Smart Homes and Smart Cities
Smart Homes and Smart Cities are nowadays a consolidated real fact. But, as a relatively new field, there exist an increasing number of related techniques. In this minisymposium, applications on this field are welcome. The topic include (but not limited to): Mathematics applications to Smart Homes and Cities; Accelerated Time Simulations; Digital Models; Building automation; Energy efficiency in illumination; Adapted housing; Sustainable rehabilitation in building; Urban renewal; Models of Queuing Systems; Smart and Green cities; Ambient assisted living.
Using the method of finite element to calculate the properties of molecules
Moritz Braun (firstname.lastname@example.org, University of South Africa (UNISA), South Africa)
In the last 30 years the method of finite elements has been used in atomic physics as well as for cylindrically symmetric molecules. Three dimensional calculations have also been undertaken, but due to the increased complexity of such calculations this only has been a development of the last 10 years. The purpose of this mini symposium is server as a place for practitioners in the fields of computational physics and chemistry, that are making use the the method of finite elements to meet and possibly start to collaborate.

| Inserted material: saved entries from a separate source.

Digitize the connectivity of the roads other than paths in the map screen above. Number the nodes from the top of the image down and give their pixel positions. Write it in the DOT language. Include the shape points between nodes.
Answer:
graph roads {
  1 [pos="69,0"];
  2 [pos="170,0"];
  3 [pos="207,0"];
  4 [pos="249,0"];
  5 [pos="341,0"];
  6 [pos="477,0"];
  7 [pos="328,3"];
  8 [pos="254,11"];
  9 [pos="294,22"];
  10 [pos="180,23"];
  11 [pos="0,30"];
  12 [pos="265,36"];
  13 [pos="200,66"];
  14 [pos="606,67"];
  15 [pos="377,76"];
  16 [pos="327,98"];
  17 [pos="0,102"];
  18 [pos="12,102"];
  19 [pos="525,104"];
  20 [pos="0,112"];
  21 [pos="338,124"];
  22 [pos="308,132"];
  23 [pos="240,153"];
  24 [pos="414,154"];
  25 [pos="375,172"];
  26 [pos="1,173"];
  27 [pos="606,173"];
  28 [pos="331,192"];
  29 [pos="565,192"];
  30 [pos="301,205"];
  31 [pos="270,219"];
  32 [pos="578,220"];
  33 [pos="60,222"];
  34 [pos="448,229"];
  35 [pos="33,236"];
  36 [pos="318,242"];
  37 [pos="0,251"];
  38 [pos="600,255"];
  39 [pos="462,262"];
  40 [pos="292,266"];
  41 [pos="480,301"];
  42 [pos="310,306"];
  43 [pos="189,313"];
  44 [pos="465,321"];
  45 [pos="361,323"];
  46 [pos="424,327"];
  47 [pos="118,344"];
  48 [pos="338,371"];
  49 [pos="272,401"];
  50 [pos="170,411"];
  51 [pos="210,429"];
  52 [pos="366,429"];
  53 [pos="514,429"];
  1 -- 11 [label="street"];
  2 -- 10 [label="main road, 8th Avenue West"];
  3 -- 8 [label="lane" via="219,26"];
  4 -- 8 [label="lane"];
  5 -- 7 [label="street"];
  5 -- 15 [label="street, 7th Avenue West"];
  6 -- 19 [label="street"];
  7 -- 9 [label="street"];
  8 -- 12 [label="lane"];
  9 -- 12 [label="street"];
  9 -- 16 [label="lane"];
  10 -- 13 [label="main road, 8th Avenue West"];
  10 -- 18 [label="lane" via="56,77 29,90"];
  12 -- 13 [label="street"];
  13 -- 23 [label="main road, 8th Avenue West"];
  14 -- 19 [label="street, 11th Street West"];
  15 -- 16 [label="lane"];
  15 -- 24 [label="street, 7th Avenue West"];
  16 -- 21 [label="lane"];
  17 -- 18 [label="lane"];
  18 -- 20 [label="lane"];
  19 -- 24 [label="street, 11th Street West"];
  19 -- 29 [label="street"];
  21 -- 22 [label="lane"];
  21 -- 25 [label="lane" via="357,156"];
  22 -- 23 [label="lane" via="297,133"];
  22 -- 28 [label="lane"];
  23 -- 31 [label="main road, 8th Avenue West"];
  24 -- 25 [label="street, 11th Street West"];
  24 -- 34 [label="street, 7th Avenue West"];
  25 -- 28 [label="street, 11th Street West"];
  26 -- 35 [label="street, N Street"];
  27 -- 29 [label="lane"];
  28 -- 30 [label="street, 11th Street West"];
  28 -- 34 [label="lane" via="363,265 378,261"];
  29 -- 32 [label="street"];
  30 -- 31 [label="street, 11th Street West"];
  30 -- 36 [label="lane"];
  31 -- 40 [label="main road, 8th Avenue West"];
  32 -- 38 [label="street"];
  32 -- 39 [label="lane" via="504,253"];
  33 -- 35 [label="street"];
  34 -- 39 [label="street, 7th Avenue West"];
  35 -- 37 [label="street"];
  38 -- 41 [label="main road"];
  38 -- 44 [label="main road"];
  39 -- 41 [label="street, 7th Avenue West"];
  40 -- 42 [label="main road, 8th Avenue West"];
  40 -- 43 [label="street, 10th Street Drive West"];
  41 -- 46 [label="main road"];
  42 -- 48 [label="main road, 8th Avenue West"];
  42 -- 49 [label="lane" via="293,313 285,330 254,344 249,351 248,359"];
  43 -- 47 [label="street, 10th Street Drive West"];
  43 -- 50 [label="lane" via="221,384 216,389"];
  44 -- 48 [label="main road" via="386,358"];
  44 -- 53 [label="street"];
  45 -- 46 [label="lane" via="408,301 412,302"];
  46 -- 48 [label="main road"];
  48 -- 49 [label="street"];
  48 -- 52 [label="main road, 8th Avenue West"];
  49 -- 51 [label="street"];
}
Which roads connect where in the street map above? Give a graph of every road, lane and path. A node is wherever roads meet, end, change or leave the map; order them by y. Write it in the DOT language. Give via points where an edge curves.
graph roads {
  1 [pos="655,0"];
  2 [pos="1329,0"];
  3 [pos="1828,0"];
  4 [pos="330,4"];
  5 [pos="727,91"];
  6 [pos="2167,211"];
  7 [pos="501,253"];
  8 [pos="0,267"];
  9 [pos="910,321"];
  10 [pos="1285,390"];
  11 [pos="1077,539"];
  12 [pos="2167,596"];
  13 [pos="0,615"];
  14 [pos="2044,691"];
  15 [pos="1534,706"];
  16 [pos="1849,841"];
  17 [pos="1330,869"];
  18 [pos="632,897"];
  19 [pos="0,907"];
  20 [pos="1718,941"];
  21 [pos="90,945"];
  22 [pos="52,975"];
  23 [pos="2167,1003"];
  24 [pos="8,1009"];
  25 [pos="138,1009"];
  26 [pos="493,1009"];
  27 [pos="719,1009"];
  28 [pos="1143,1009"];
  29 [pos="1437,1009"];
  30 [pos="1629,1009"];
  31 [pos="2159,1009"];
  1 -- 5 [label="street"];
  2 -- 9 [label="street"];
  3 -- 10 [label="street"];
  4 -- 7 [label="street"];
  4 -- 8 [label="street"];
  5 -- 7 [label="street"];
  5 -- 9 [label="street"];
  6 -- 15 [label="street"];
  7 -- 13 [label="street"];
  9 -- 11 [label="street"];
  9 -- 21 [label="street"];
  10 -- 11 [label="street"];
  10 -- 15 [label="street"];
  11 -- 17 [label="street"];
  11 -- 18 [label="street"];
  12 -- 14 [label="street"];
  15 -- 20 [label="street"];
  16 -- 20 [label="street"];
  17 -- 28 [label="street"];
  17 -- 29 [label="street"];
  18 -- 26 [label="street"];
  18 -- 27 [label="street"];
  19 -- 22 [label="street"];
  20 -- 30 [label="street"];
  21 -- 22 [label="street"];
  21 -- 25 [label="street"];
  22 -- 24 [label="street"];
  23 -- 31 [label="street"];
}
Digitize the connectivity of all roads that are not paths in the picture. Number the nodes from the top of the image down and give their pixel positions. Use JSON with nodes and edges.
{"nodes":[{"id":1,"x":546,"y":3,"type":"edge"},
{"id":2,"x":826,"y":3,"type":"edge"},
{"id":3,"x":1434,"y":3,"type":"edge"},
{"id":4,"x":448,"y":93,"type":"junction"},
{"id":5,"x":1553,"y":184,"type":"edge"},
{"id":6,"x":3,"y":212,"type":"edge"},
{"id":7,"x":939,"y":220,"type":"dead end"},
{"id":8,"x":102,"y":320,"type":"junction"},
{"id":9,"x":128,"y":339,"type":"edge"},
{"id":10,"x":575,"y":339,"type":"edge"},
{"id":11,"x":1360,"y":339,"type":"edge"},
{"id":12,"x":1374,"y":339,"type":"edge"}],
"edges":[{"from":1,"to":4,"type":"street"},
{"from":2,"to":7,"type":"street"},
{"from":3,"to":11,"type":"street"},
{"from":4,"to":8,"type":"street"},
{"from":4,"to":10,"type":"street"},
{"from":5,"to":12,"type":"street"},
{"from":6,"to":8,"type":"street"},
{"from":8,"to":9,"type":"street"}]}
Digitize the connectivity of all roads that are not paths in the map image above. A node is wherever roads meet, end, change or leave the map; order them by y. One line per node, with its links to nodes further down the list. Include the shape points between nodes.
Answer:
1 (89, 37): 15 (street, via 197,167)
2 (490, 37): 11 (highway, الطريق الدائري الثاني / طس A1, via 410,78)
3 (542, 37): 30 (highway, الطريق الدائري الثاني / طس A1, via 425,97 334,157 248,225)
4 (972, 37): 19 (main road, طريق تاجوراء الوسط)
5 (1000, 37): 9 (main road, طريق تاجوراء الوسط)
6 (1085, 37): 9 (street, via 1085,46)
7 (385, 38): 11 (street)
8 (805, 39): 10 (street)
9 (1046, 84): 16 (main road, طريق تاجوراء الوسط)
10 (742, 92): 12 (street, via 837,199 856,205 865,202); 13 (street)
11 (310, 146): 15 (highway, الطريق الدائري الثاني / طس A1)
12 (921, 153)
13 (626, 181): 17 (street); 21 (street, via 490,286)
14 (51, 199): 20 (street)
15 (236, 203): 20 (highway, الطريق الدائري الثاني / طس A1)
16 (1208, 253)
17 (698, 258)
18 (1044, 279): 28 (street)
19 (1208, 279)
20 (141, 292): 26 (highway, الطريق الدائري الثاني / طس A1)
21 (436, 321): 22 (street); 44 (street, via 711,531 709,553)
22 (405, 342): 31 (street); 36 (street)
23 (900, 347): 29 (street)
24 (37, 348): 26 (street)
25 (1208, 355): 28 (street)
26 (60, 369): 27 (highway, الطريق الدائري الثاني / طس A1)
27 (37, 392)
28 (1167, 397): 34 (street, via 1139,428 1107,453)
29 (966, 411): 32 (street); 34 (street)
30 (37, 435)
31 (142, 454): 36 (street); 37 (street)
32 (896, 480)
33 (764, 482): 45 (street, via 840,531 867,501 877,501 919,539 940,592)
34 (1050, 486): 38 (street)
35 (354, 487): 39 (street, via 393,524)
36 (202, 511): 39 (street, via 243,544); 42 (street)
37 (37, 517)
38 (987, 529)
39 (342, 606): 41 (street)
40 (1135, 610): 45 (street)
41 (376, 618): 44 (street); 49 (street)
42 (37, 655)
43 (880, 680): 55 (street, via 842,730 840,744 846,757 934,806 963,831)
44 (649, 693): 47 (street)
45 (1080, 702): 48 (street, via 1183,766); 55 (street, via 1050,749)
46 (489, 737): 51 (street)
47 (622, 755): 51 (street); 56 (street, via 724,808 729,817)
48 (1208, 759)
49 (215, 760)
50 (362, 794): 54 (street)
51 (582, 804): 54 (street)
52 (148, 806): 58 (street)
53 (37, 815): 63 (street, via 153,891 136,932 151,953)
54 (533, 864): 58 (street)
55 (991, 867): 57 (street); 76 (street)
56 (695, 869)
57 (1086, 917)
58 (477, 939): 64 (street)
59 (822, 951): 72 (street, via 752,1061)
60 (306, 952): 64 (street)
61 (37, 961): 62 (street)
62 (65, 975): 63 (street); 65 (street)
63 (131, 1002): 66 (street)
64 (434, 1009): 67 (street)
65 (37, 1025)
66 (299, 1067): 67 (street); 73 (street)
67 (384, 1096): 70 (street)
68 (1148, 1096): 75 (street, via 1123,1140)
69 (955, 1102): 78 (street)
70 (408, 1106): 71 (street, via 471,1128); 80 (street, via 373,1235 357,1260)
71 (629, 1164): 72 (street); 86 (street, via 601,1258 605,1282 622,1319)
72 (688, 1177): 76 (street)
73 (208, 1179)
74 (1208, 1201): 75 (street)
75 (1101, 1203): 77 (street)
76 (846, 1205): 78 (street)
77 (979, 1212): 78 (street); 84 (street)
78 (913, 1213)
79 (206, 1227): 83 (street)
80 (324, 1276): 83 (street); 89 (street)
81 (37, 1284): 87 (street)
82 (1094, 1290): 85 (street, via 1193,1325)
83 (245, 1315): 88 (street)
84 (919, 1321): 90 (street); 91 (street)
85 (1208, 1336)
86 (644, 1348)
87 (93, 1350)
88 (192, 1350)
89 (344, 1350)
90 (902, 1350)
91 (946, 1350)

Organizers: joint group of researchers at the University of West Bohemia in Pilsen, Czechia
Agros2D is a multiplatform application for the solution of physical problems developed by the group at the University of West Bohemia in Pilsen. This code is based on the fully adaptive higher-order finite element method and works with library Hermes2D containing the most advanced numerical algorithms for the numerical processing of systems of second-order partial differential equations. It is characterized by several quite unique features such as work with hanging nodes of any level, multimesh technology (every physical field can be calculated on a different mesh generally varying in time) and a possibility of combining triangular, quadrilateral and curved elements. More information can be found on the webpage www.agros2d.org.
Organizers: joint group of researchers at TUM in Munich, Germany and the University of Stuttgart, Germany
preCICE (Precise Code Interaction Coupling Environment) provides the complete set of functional pieces required to couple black-box single-physics solvers to a multi-physics simulation environment. This allows for a high flexibility, needed to keep a decent time-to-solution for complex multi-physics scenarios (e.g. fluid-structure-acoustics interactions).
Please visit www.precice.org for more details.
preCICe is currently used by several groups in Munich, a group in Delft, a group at the Barcelona supercomputing center, a group in Singapore, and several groups in Stuttgart.